John Chandler's step-by-step guide encouraged me to try the symbolic link with the Bento database. First I moved the Bento folder from Library/Application Support to my Dropbox folder. Then I created a symbolic link (as per John's instructions) to trick Bento into looking in Dropbox. Unfortunately it wasn't tricked. As far as I could see, the symbolic link was correct but Bento just wouldn't load the data.
Having started, I thought I'd better finish. So I posted the problem on the Bento forum and got a quick reply from the support team. This is the solution:
"Bento 3 has a hidden feature that when you hold down the option-key during launch, you can specify where the bento.bentodb file is located. Therefore, launch Bento holding down the option-key, and then select the bento.bentodb file in the Dropbox folder.

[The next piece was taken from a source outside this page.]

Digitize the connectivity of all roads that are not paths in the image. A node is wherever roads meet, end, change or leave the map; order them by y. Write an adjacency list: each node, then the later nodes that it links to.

This hidden feature was implemented to help our Testing team switch between bento.bentodb files while testing Bento. This feature was not removed when it was time for the general release, so I can't promise this is going to remain in future versions."

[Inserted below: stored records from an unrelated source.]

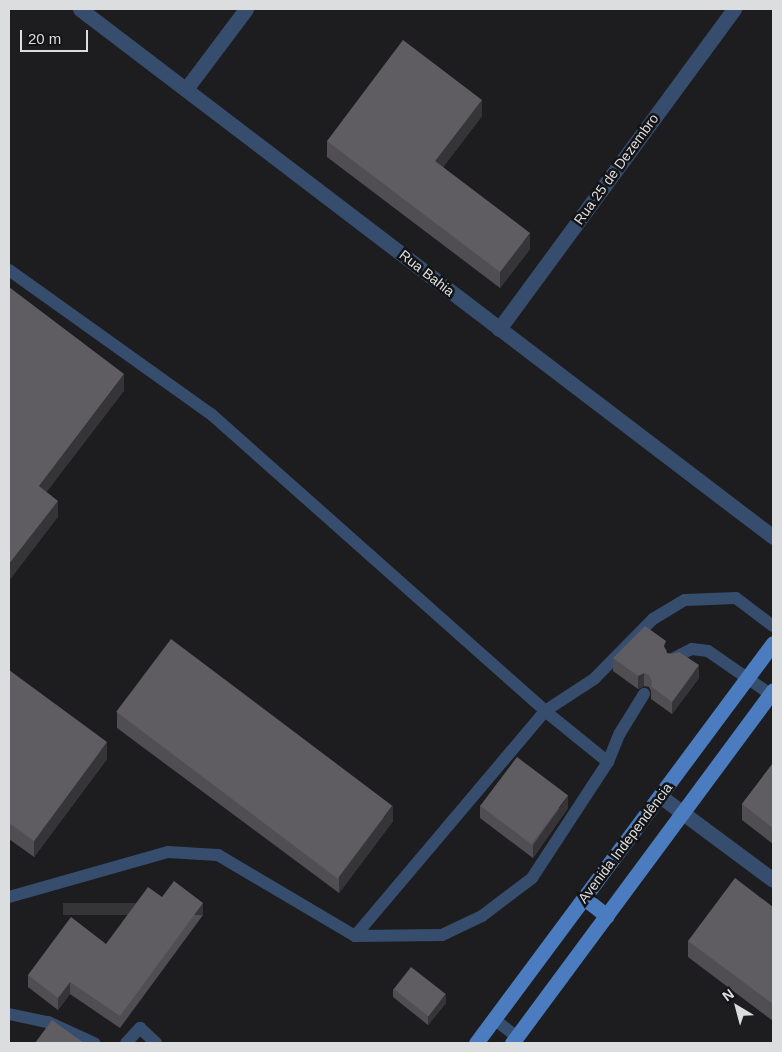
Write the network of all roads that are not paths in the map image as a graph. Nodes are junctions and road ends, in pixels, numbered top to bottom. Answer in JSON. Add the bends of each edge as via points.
{"nodes":[{"id":1,"x":80,"y":9,"type":"edge"},
{"id":2,"x":246,"y":9,"type":"edge"},
{"id":3,"x":734,"y":9,"type":"edge"},
{"id":4,"x":186,"y":89,"type":"junction"},
{"id":5,"x":9,"y":270,"type":"edge"},
{"id":6,"x":499,"y":328,"type":"junction"},
{"id":7,"x":773,"y":537,"type":"edge"},
{"id":8,"x":773,"y":626,"type":"edge"},
{"id":9,"x":773,"y":643,"type":"edge"},
{"id":10,"x":672,"y":659,"type":"edge"},
{"id":11,"x":747,"y":678,"type":"junction"},
{"id":12,"x":772,"y":692,"type":"edge"},
{"id":13,"x":644,"y":694,"type":"dead end"},
{"id":14,"x":545,"y":711,"type":"junction"},
{"id":15,"x":608,"y":762,"type":"junction"},
{"id":16,"x":660,"y":796,"type":"junction"},
{"id":17,"x":682,"y":812,"type":"junction"},
{"id":18,"x":773,"y":880,"type":"edge"},
{"id":19,"x":9,"y":897,"type":"edge"},
{"id":20,"x":584,"y":898,"type":"junction"},
{"id":21,"x":607,"y":916,"type":"junction"},
{"id":22,"x":355,"y":936,"type":"junction"},
{"id":23,"x":9,"y":1014,"type":"edge"},
{"id":24,"x":494,"y":1019,"type":"junction"},
{"id":25,"x":514,"y":1040,"type":"edge"},
{"id":26,"x":94,"y":1043,"type":"edge"},
{"id":27,"x":126,"y":1043,"type":"edge"},
{"id":28,"x":156,"y":1043,"type":"edge"},
{"id":29,"x":476,"y":1043,"type":"edge"}],
"edges":[{"from":1,"to":4,"type":"street","name":"Rua Bahia"},
{"from":2,"to":4,"type":"street"},
{"from":3,"to":6,"type":"street","name":"Rua 25 de Dezembro"},
{"from":4,"to":6,"type":"street","name":"Rua Bahia"},
{"from":5,"to":14,"type":"lane","via":[[211,414]]},
{"from":6,"to":7,"type":"street","name":"Rua Bahia"},
{"from":8,"to":14,"type":"lane","via":[[736,598],[685,600],[653,619],[594,678]]},
{"from":9,"to":11,"type":"main road","name":"Avenida Independência"},
{"from":10,"to":11,"type":"lane","via":[[692,649],[708,651]]},
{"from":11,"to":12,"type":"lane"},
{"from":11,"to":16,"type":"main road","name":"Avenida Independência"},
{"from":12,"to":17,"type":"main road","name":"Avenida Independência"},
{"from":13,"to":15,"type":"lane","via":[[620,733]]},
{"from":14,"to":15,"type":"lane"},
{"from":14,"to":22,"type":"lane"},
{"from":15,"to":22,"type":"lane","via":[[532,878],[482,916],[442,935]]},
{"from":16,"to":17,"type":"street"},
{"from":16,"to":20,"type":"main road","name":"Avenida Independência"},
{"from":17,"to":18,"type":"street"},
{"from":17,"to":21,"type":"main road","name":"Avenida Independência"},
{"from":19,"to":22,"type":"lane","via":[[168,852],[218,855]]},
{"from":20,"to":21,"type":"main road"},
{"from":20,"to":24,"type":"main road","name":"Avenida Independência"},
{"from":21,"to":25,"type":"main road","name":"Avenida Independência"},
{"from":23,"to":26,"type":"lane","via":[[48,1022]]},
{"from":24,"to":25,"type":"lane"},
{"from":24,"to":29,"type":"main road","name":"Avenida Independência"},
{"from":27,"to":28,"type":"lane","via":[[140,1028]]}]}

This is identical to the way in which you relocate, for instance, your iTunes database to Dropbox and it works. I now have my Bento database on Dropbox and can use my information on any of my computers. With this encouragement, I will start using Bento again.
Just few words of warning: Most of the our databases, including Bento, are strictly single user. You cannot safely run the program on more than one computer and expect to escape some form of corruption. Unless you have a true multi-user database you need to be careful to close the application on one computer before moving to the other. And it's a good idea to wait a few minutes for Dropbox sync to complete its stuff. This is all commonsense advice but it is easy to follow if you are the only user.